What else does she say?
Not too much.
Is your mother alive?
Maybe.
Is your father alive?
Maybe.
How come you won’t tell me? Don’t you trust me?
No.
Why not?
I don’t know. She sounded sincere.
My parents are dead.
Don’t tell me.
My mamma—
She put her hands over her ears. Don’t tell me.
And he never did.
It was more than three months after they met before they made love. The romance started with Lee giving her chaste kisses on the cheek. And she loved to hug. Started wearing dresses and tight-fitting pants. Tried to grow her hair long.
One night, in her book-crowded room above the store, she clutched him tightly. He was amazed at her strength. Was she trying to squeeze his spirit into her body? She smelled like a woman. Especially when he buried his nose in her short hair. He didn’t know how long they’d been hugging, but after what must have been at least a half hour, her hug hadn’t weakened.
I’ll always be here for you, Lee said.
All men say that.
Well, I just ain’t all men. He laughed. I love you.
I don’t need your love.
Everybody needs love. He hated saying this. Loved her but hated saying it.
You just want a hole to stick your dick in.
Lee felt a tug in his chest. Loretta had never used such language before. No. I love you, he said.
Well, keep your love. Tender feelings are pointless.
He kissed her forehead.
Keep your kisses.
He kissed her cheek.
I don’t need your kisses.
He kissed her neck. He continued. His kisses soft and slow, and searching. Following the soft curves of her body until they found her lips.
The first time Lee and Loretta made love, she wouldn’t let him get on top. She got on top of him and moaned down in his face. He kept his eyes open. He didn’t want to miss anything. Afterward, their bodies were covered with sweat as light as dew. He could taste the salt.
A month later, they married. Without ceremony.

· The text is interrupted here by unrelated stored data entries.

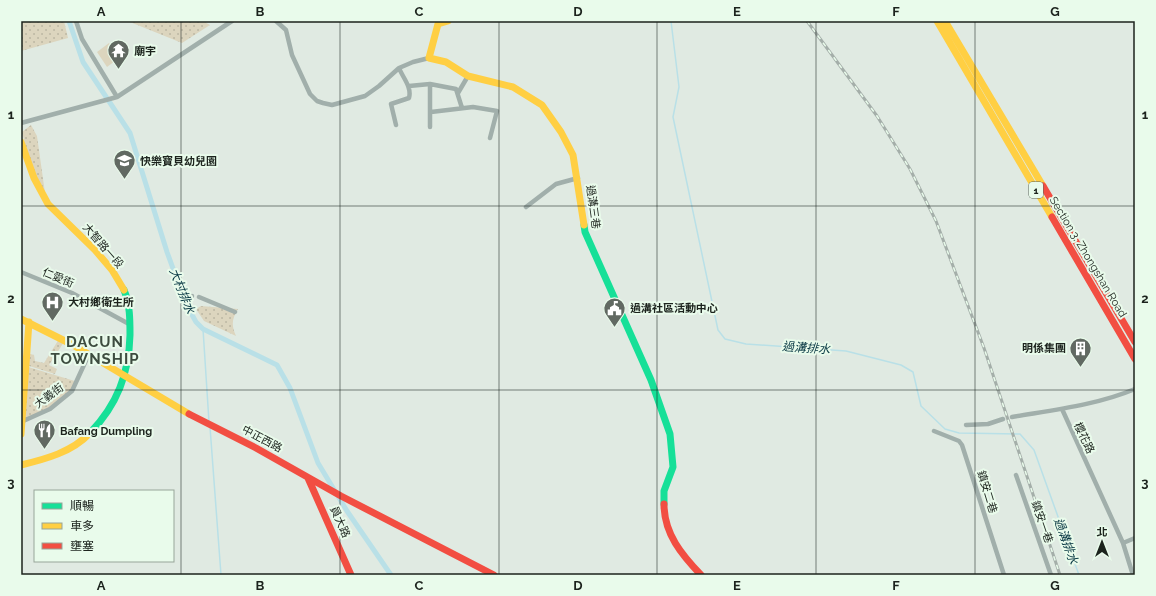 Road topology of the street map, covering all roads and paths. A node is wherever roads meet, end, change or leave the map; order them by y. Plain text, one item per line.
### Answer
1 (76, 21) edge
2 (232, 21) edge
3 (276, 21) edge
4 (448, 21) edge
5 (937, 21) edge
6 (945, 21) edge
7 (429, 58) junction
8 (399, 68) junction
9 (468, 76) junction
10 (430, 84) junction
11 (409, 86) junction
12 (458, 93) junction
13 (117, 97) junction
14 (462, 108) junction
15 (431, 112) junction
16 (21, 123) edge
17 (396, 125) dead end
18 (430, 127) dead end
19 (490, 138) dead end
20 (21, 142) edge
21 (578, 178) junction
22 (526, 207) dead end
23 (21, 272) edge
24 (199, 297) dead end
25 (235, 312) dead end
26 (21, 318) edge
27 (29, 322) junction
28 (129, 324) junction
29 (1135, 342) edge
30 (89, 354) junction
31 (1135, 359) edge
32 (125, 378) junction
33 (1135, 389) edge
34 (1062, 409) junction
35 (1012, 416) dead end
36 (1003, 419) dead end
37 (22, 422) edge
38 (966, 425) dead end
39 (934, 432) dead end
40 (21, 434) edge
41 (21, 465) edge
42 (1016, 475) dead end
43 (308, 478) junction
44 (1135, 538) edge
45 (1123, 543) junction
46 (1132, 572) dead end
47 (351, 575) edge
48 (494, 575) edge
49 (701, 575) edge
50 (1004, 575) edge
51 (1051, 575) edge

1 - 13 street
2 - 13 street
3 - 8 street
4 - 7 street
5 - 31 street, Section 3, Zhongshan Road / 1
6 - 29 street, Section 3, Zhongshan Road / 1
7 - 8 street
7 - 9 street, 過溝三巷
8 - 11 street
9 - 12 street
9 - 21 street, 過溝三巷
10 - 11 street
10 - 12 street
10 - 15 street
11 - 17 street
12 - 14 street
13 - 16 street
14 - 15 street
14 - 19 street
15 - 18 street
20 - 28 street, 大智路一段
21 - 22 street
21 - 49 street, 過溝三巷
23 - 28 street, 仁愛街
24 - 25 street
26 - 27 street, 中正西路
27 - 30 street, 中正西路
27 - 37 street
28 - 32 street, 大智路一段
30 - 32 street, 中正西路
30 - 37 street, 大義街
32 - 41 street, 大智路一段
32 - 43 street, 中正西路
33 - 34 street
34 - 35 street
34 - 45 street, 櫻花路
36 - 38 street
37 - 40 street
39 - 50 street, 鎮安二巷
42 - 51 street, 鎮安一巷
43 - 47 street, 員大路
43 - 48 street, 中正西路
44 - 45 street
45 - 46 street, 櫻花路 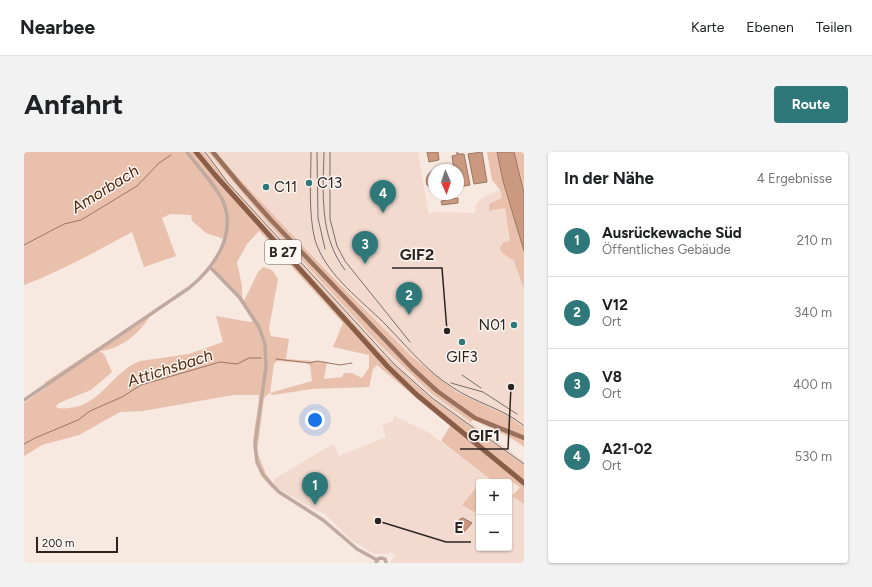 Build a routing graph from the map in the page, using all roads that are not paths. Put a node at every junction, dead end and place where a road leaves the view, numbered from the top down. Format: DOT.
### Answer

They got three witnesses—three of Lee’s employees—and said their vows before the justice of the peace. So Loretta wanted it. Not that Lee had a single friend.

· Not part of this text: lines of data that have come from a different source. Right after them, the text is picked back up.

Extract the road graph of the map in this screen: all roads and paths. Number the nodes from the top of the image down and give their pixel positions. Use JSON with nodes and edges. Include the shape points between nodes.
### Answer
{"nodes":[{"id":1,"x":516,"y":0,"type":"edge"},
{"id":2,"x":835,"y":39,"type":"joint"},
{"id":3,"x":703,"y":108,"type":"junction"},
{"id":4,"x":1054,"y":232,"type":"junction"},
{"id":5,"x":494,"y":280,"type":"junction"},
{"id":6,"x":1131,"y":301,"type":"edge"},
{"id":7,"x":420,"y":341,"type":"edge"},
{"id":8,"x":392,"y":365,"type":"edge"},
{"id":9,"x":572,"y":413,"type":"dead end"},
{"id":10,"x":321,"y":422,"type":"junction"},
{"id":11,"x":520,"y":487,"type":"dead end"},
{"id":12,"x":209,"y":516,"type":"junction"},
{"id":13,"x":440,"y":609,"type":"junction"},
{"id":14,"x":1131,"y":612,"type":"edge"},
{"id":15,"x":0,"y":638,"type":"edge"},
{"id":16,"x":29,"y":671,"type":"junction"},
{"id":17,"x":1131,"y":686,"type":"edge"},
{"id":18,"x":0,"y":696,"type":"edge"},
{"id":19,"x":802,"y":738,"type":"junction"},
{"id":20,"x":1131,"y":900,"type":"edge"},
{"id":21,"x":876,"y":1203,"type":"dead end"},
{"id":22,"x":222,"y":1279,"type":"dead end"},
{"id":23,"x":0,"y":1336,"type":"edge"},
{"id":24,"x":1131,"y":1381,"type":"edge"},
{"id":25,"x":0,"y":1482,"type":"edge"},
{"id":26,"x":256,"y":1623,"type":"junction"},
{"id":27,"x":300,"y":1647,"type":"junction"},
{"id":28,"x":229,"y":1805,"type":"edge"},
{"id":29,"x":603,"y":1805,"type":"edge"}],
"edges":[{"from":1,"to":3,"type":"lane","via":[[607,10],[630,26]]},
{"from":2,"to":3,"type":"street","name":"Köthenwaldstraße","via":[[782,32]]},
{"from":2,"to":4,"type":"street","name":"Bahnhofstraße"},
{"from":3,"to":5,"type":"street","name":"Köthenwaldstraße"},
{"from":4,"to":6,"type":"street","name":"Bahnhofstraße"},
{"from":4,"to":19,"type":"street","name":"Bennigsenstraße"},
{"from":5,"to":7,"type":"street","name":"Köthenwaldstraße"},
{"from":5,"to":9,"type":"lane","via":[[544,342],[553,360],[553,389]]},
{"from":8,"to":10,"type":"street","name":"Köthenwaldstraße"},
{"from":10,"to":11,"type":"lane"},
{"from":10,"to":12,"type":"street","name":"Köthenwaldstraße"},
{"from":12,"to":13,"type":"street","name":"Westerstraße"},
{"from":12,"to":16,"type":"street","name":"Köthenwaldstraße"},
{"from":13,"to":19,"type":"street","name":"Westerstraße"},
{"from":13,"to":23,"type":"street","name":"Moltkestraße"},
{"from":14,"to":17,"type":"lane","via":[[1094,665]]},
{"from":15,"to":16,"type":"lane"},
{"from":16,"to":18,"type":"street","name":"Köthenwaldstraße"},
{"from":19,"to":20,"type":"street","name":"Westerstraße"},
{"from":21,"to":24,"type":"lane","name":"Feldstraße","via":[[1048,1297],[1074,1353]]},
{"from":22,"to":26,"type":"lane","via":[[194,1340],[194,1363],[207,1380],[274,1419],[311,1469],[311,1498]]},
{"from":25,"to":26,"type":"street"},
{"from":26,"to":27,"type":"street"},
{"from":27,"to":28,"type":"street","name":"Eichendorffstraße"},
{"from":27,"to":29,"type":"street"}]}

Life flowed fine during the first months of their marriage. The business was coming along. Lee purchased his first buildings. They leased a large apartment. Loretta quit her job at the grocery store. Lee ran the business during the day, while Loretta explored her interest in the paranormal. One day, Lee arrived home from work and saw Loretta in the kitchen with a glass of tea.
Lee?
What?
I need your help.
Anything for you, baby girl.
Help me find somebody.
A strange request. She had never mentioned any friends.
Who?
Phil.
Lee’s skin got hot. Who?
Phil. He dead.
Lee laughed until his stomach hurt.
He dead. Loretta sipped her tea. Her eyes black stones in her face.
Dead?
Got killed in a car accident.
Lee didn’t say anything.
On Easter. Four years ago. I need to find him.

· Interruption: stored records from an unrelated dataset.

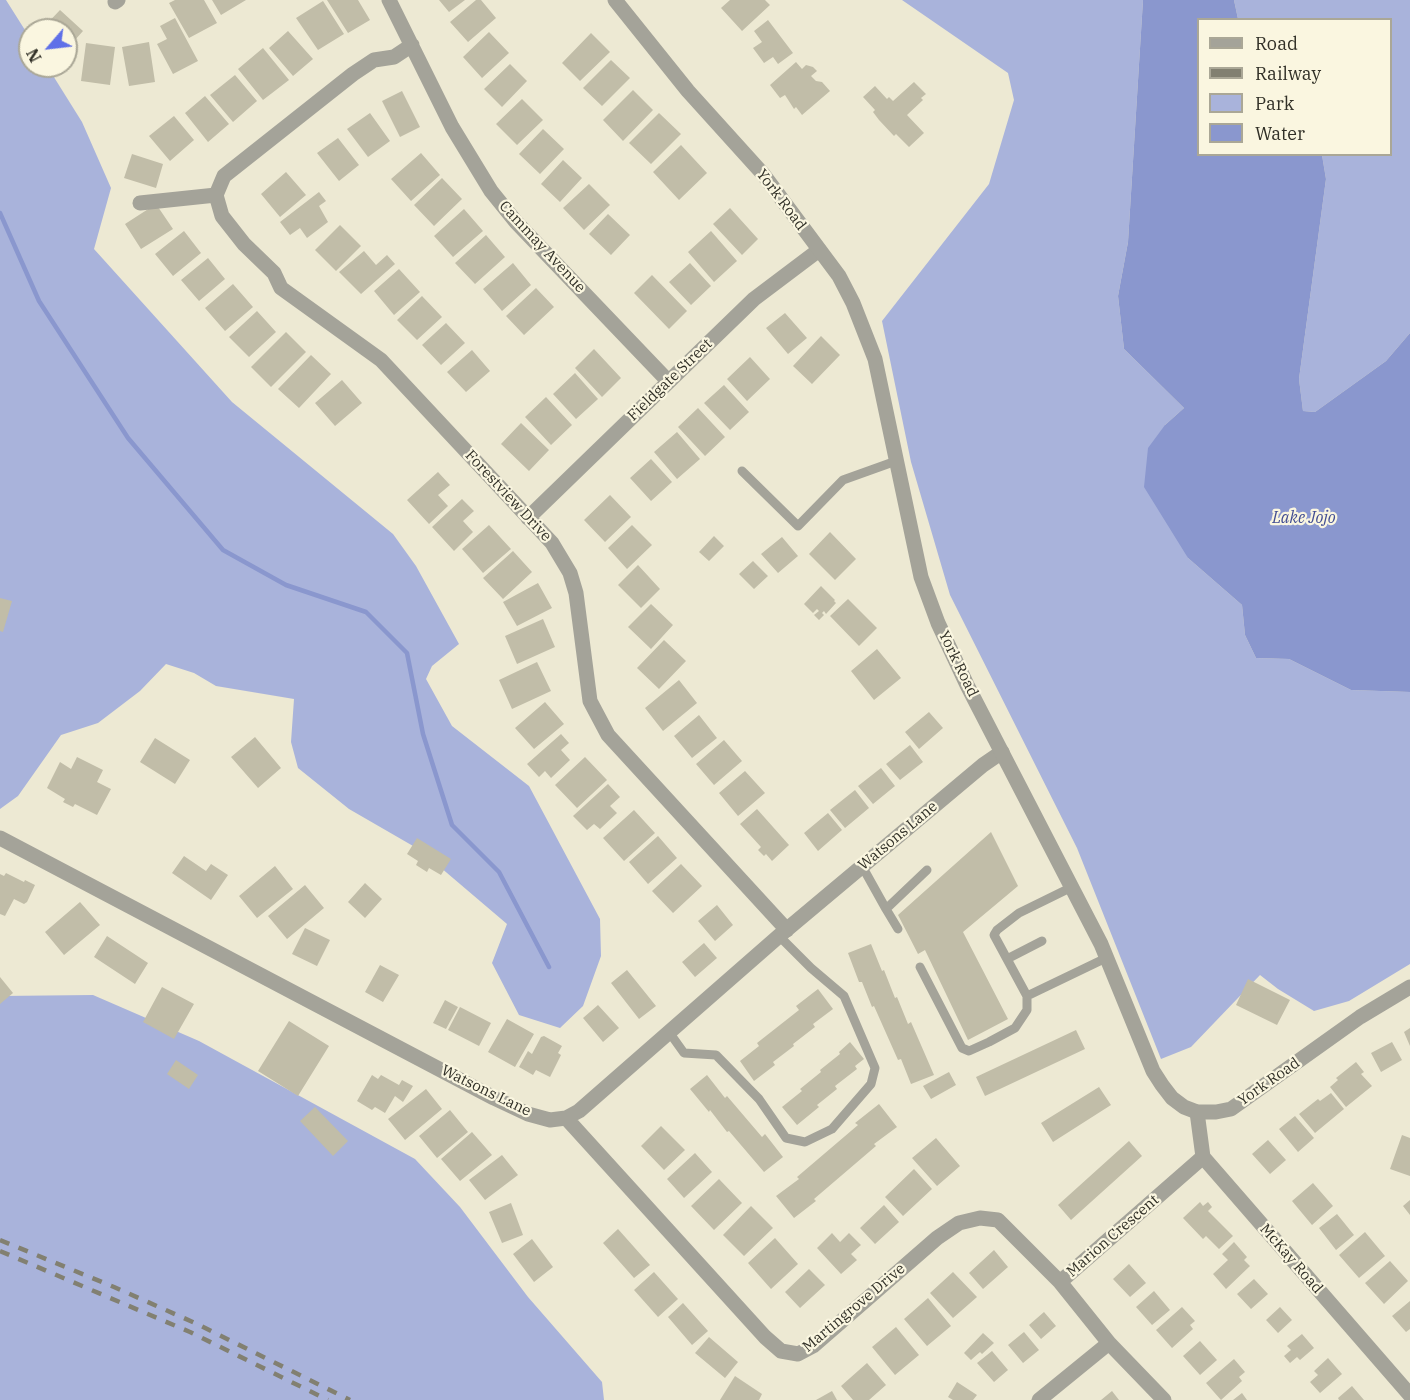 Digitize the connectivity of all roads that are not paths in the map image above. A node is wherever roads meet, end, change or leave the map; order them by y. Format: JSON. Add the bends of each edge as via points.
{"nodes":[{"id":1,"x":389,"y":0,"type":"edge"},
{"id":2,"x":615,"y":0,"type":"edge"},
{"id":3,"x":412,"y":45,"type":"junction"},
{"id":4,"x":216,"y":195,"type":"junction"},
{"id":5,"x":140,"y":203,"type":"dead end"},
{"id":6,"x":819,"y":250,"type":"junction"},
{"id":7,"x":668,"y":381,"type":"junction"},
{"id":8,"x":896,"y":461,"type":"junction"},
{"id":9,"x":742,"y":471,"type":"dead end"},
{"id":10,"x":528,"y":518,"type":"junction"},
{"id":11,"x":1002,"y":752,"type":"junction"},
{"id":12,"x":0,"y":838,"type":"edge"},
{"id":13,"x":862,"y":866,"type":"junction"},
{"id":14,"x":927,"y":870,"type":"dead end"},
{"id":15,"x":1072,"y":887,"type":"junction"},
{"id":16,"x":886,"y":909,"type":"junction"},
{"id":17,"x":898,"y":929,"type":"dead end"},
{"id":18,"x":783,"y":933,"type":"junction"},
{"id":19,"x":1042,"y":941,"type":"dead end"},
{"id":20,"x":1106,"y":958,"type":"junction"},
{"id":21,"x":1007,"y":959,"type":"junction"},
{"id":22,"x":920,"y":967,"type":"dead end"},
{"id":23,"x":1410,"y":987,"type":"edge"},
{"id":24,"x":1027,"y":996,"type":"junction"},
{"id":25,"x":669,"y":1032,"type":"junction"},
{"id":26,"x":1197,"y":1112,"type":"junction"},
{"id":27,"x":566,"y":1118,"type":"junction"},
{"id":28,"x":1203,"y":1157,"type":"junction"},
{"id":29,"x":1060,"y":1282,"type":"junction"},
{"id":30,"x":1109,"y":1343,"type":"junction"},
{"id":31,"x":1410,"y":1395,"type":"edge"},
{"id":32,"x":1039,"y":1400,"type":"edge"},
{"id":33,"x":1164,"y":1400,"type":"edge"}],
"edges":[{"from":1,"to":3,"type":"street","name":"Cammay Avenue"},
{"from":2,"to":6,"type":"street","name":"York Road","via":[[688,91],[763,174]]},
{"from":3,"to":4,"type":"street","via":[[394,57],[374,60],[353,74],[224,176]]},
{"from":3,"to":7,"type":"street","name":"Cammay Avenue","via":[[452,127],[491,191]]},
{"from":4,"to":5,"type":"street"},
{"from":4,"to":10,"type":"street","name":"Forestview Drive","via":[[222,216],[274,273],[281,288],[381,360]]},
{"from":6,"to":7,"type":"street","name":"Fieldgate Street","via":[[754,299]]},
{"from":6,"to":8,"type":"street","name":"York Road","via":[[838,276],[866,333]]},
{"from":7,"to":10,"type":"street","name":"Fieldgate Street"},
{"from":8,"to":9,"type":"lane","via":[[843,480],[798,526]]},
{"from":8,"to":11,"type":"street","name":"York Road","via":[[921,577],[938,623]]},
{"from":10,"to":18,"type":"street","name":"Forestview Drive","via":[[552,543],[570,573],[579,610],[590,701],[608,735]]},
{"from":11,"to":13,"type":"street","name":"Watsons Lane"},
{"from":11,"to":15,"type":"street","name":"York Road"},
{"from":12,"to":27,"type":"street","name":"Watsons Lane","via":[[494,1098],[528,1114],[550,1120]]},
{"from":13,"to":16,"type":"lane"},
{"from":13,"to":18,"type":"street","name":"Watsons Lane"},
{"from":14,"to":16,"type":"lane"},
{"from":15,"to":20,"type":"street","name":"York Road"},
{"from":15,"to":21,"type":"lane","via":[[1019,913],[997,930],[994,935]]},
{"from":16,"to":17,"type":"lane"},
{"from":18,"to":25,"type":"street","name":"Watsons Lane"},
{"from":18,"to":25,"type":"lane","via":[[811,968],[844,996],[875,1068],[871,1084],[832,1129],[805,1142],[786,1138],[759,1099],[717,1055],[684,1053]]},
{"from":19,"to":21,"type":"lane"},
{"from":20,"to":24,"type":"lane"},
{"from":20,"to":26,"type":"street","name":"York Road","via":[[1153,1071],[1172,1098]]},
{"from":21,"to":24,"type":"lane"},
{"from":22,"to":24,"type":"lane","via":[[962,1048],[969,1051],[1015,1029],[1027,1010]]},
{"from":23,"to":26,"type":"street","name":"York Road","via":[[1360,1017],[1231,1109]]},
{"from":25,"to":27,"type":"street","name":"Watsons Lane"},
{"from":26,"to":28,"type":"street"},
{"from":27,"to":29,"type":"street","name":"Martingrove Drive","via":[[781,1351],[798,1354],[813,1346],[959,1223],[980,1218],[998,1220]]},
{"from":28,"to":29,"type":"street","name":"Marion Crescent"},
{"from":28,"to":31,"type":"street","name":"McKay Road"},
{"from":29,"to":30,"type":"street","name":"Marion Crescent"},
{"from":30,"to":32,"type":"street"},
{"from":30,"to":33,"type":"street","name":"Marion Crescent"}]}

Now I heard everything, Lee thought. He decided to play along.
We was in love.
Something kicked inside Lee’s belly.
But he was married and had a child.
So you want me to resurrect your dead lover? Lee avoided her black eyes. He could taste the bitterness in his voice.
Don’t be jealous.
I’m not jealous.
I love you.
Oh, I see. But you love him too?
That was a long time ago.
Not long enough.
Don’t be that way. I love you.
Right.
I just need to find him and find out if he all right.
He dead, ain’t he?
I love you. Don’t be jealous. I need to know if he all right.
Jesus.
Sometimes when a person dies so badly, their soul can’t rest.
Which book is that from?
He ain’t no danger to you. I was fifteen. He was twenty-five. A grown man.
Lee didn’t say anything.
It was a long time ago. He was married and had a child.
Did you fuck him too?
Now, don’t be like that. We never did anything but kiss. A couplea times we grinded. But he was married and had a child.